Ah… I had that ambiguous in my post, though I left it all zeros which should always work. That makes sense and is consistent with other SNMP implementations. I’ll edit my post above.

Hi,

I’m in a very similar situation - I have a CyberPower CP1500EPFCLCD and I’m trying to get monitoring to work. The Personal PowerPanel is a bit lacking - no historical graphs for voltage etc.

Trying to do things one at a time - but while the Personal Edition can communicate with the UPS via USB, the login on the browser to the Business Local says “Connection has not been established.”

I’ve tried turning the firewall off and Uninstalling Personal Edition, as well as replugging the USB several times. No difference however.

Do I need to get the business version working, to activate SNMP, before I can start with making historical graphs of input voltage?

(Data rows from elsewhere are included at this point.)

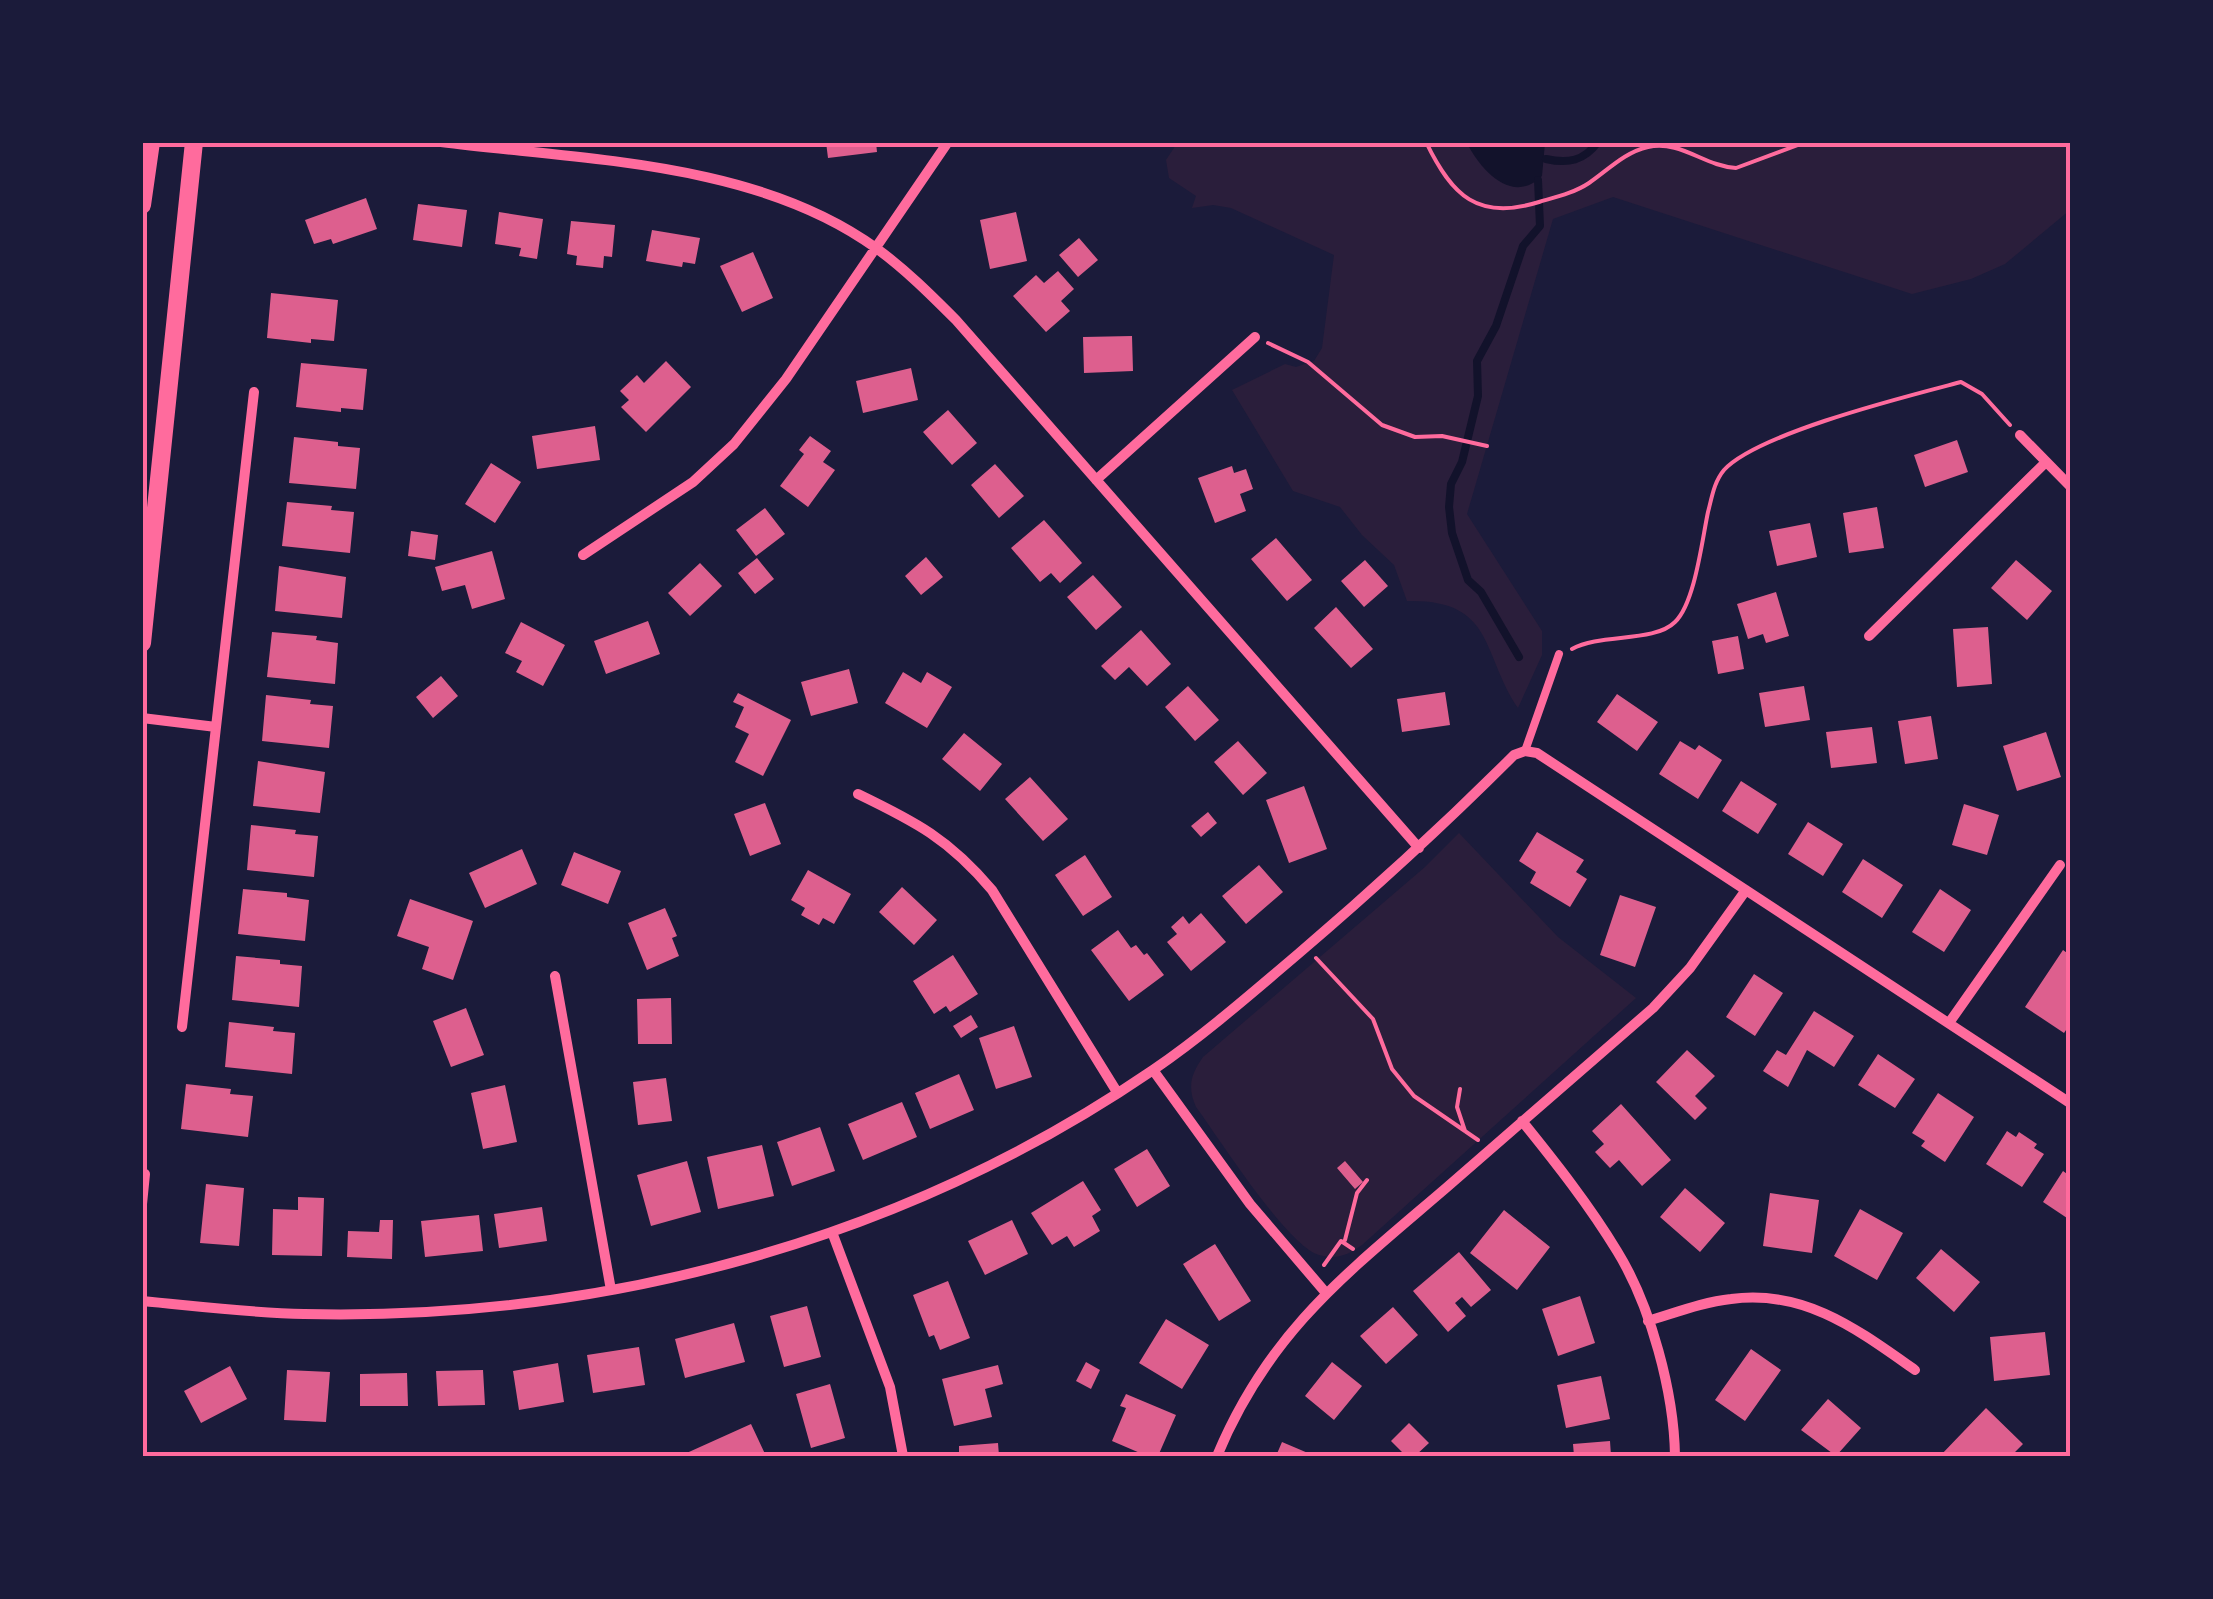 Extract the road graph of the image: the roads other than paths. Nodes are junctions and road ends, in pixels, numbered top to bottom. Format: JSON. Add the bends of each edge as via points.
{"nodes":[{"id":1,"x":151,"y":142,"type":"edge"},
{"id":2,"x":194,"y":142,"type":"edge"},
{"id":3,"x":441,"y":142,"type":"edge"},
{"id":4,"x":948,"y":142,"type":"edge"},
{"id":5,"x":142,"y":205,"type":"edge"},
{"id":6,"x":876,"y":248,"type":"junction"},
{"id":7,"x":1255,"y":337,"type":"road end"},
{"id":8,"x":254,"y":392,"type":"dead end"},
{"id":9,"x":2020,"y":435,"type":"road end"},
{"id":10,"x":2046,"y":463,"type":"junction"},
{"id":11,"x":1096,"y":480,"type":"junction"},
{"id":12,"x":2070,"y":486,"type":"edge"},
{"id":13,"x":584,"y":555,"type":"dead end"},
{"id":14,"x":1869,"y":636,"type":"dead end"},
{"id":15,"x":142,"y":643,"type":"edge"},
{"id":16,"x":1558,"y":658,"type":"road end"},
{"id":17,"x":142,"y":718,"type":"edge"},
{"id":18,"x":216,"y":727,"type":"junction"},
{"id":19,"x":1525,"y":752,"type":"junction"},
{"id":20,"x":858,"y":794,"type":"dead end"},
{"id":21,"x":1419,"y":848,"type":"junction"},
{"id":22,"x":2060,"y":865,"type":"dead end"},
{"id":23,"x":1746,"y":890,"type":"junction"},
{"id":24,"x":555,"y":976,"type":"dead end"},
{"id":25,"x":1949,"y":1024,"type":"junction"},
{"id":26,"x":182,"y":1027,"type":"dead end"},
{"id":27,"x":1153,"y":1070,"type":"junction"},
{"id":28,"x":1117,"y":1092,"type":"junction"},
{"id":29,"x":2070,"y":1103,"type":"edge"},
{"id":30,"x":1522,"y":1121,"type":"junction"},
{"id":31,"x":145,"y":1174,"type":"edge"},
{"id":32,"x":142,"y":1204,"type":"edge"},
{"id":33,"x":832,"y":1232,"type":"junction"},
{"id":34,"x":611,"y":1290,"type":"junction"},
{"id":35,"x":1326,"y":1293,"type":"junction"},
{"id":36,"x":142,"y":1301,"type":"edge"},
{"id":37,"x":1648,"y":1321,"type":"junction"},
{"id":38,"x":1916,"y":1370,"type":"dead end"},
{"id":39,"x":903,"y":1456,"type":"edge"},
{"id":40,"x":1217,"y":1456,"type":"edge"},
{"id":41,"x":1675,"y":1456,"type":"edge"}],
"edges":[{"from":1,"to":5,"type":"street"},
{"from":2,"to":15,"type":"street"},
{"from":3,"to":6,"type":"street","via":[[706,176],[807,208]]},
{"from":4,"to":6,"type":"street"},
{"from":6,"to":11,"type":"street","via":[[956,320]]},
{"from":6,"to":13,"type":"street","via":[[734,444],[692,482]]},
{"from":7,"to":11,"type":"street"},
{"from":8,"to":18,"type":"street"},
{"from":9,"to":10,"type":"street"},
{"from":10,"to":12,"type":"street"},
{"from":10,"to":14,"type":"street"},
{"from":11,"to":21,"type":"street"},
{"from":16,"to":19,"type":"lane"},
{"from":17,"to":18,"type":"street"},
{"from":18,"to":26,"type":"street"},
{"from":19,"to":21,"type":"street","via":[[1514,755]]},
{"from":19,"to":23,"type":"street"},
{"from":20,"to":28,"type":"street","via":[[921,824],[968,861]]},
{"from":21,"to":27,"type":"street"},
{"from":22,"to":25,"type":"street"},
{"from":23,"to":25,"type":"street"},
{"from":23,"to":30,"type":"street","via":[[1670,990]]},
{"from":24,"to":34,"type":"street"},
{"from":25,"to":29,"type":"street"},
{"from":27,"to":28,"type":"street"},
{"from":27,"to":35,"type":"street","via":[[1250,1204]]},
{"from":28,"to":33,"type":"street","via":[[986,1168]]},
{"from":30,"to":35,"type":"street"},
{"from":30,"to":37,"type":"street","via":[[1620,1255]]},
{"from":31,"to":32,"type":"street"},
{"from":33,"to":34,"type":"street","via":[[714,1269]]},
{"from":33,"to":39,"type":"street","via":[[890,1387]]},
{"from":34,"to":36,"type":"street","via":[[382,1314]]},
{"from":35,"to":40,"type":"street","via":[[1254,1380]]},
{"from":37,"to":38,"type":"street","via":[[1734,1298],[1800,1302]]},
{"from":37,"to":41,"type":"street","via":[[1672,1410]]}]}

For a 2nd UPS, it’s simply connected to the router, and would like to get an email whenever that UPS needs to switch to battery. Is there a way to get it to send an email without being connected by USB to a PC? Thanks.

Yes, you need the business edition to work first. I don’t know why it is not, mine just came up working after installation.

For the UPS on a router, you could check and see if it has something called “NUT” available, which is a unix based piece of software that monitors UPS’ generally. It would NOT normally be on a router, but if you have something like openwrt or some expandable system, you may be able to put it there. Alternatively, the simplest thing (ok, not simple exactly) is to get a raspberry pi, install linux and nut, and monitor it from there. Home Assistant has the ability to monitor NUT monitors. But that’s not exactly a simple solution if you don’t know linux.

Thanks for the advice re: the routers. I am aware of opwnwrt and similar, but this would be for a set and forget stock system for non-techy people, so fiddly things like raspberry pi and flashing ROMswon’t be to their liking (warranty and so forth.) Guess I’ll have to forgo the email notification on the router then.

Mine is the CP1500EPFCLCD, which seems to be the non-US version of the same UPS discussed in the thread. Not sure if that makes a difference? But yes, would love to get the Business part working - I assume when it’s working, after logging in by browser everything is displayed etc. ?

And once it is, activate SNMP via the menu - anyone have a monitor already set up to graph voltage/power etc. time series? Thanks.

Edit: I might not need SNMP for my application - I just want to be able to record (and graph) voltage time series (and possibly power.) Doing this on the Windows PC that is attached via USB is fine, but the CyberPower Panel software doesn’t do this. Anyone know of a way I could achieve this? Thanks.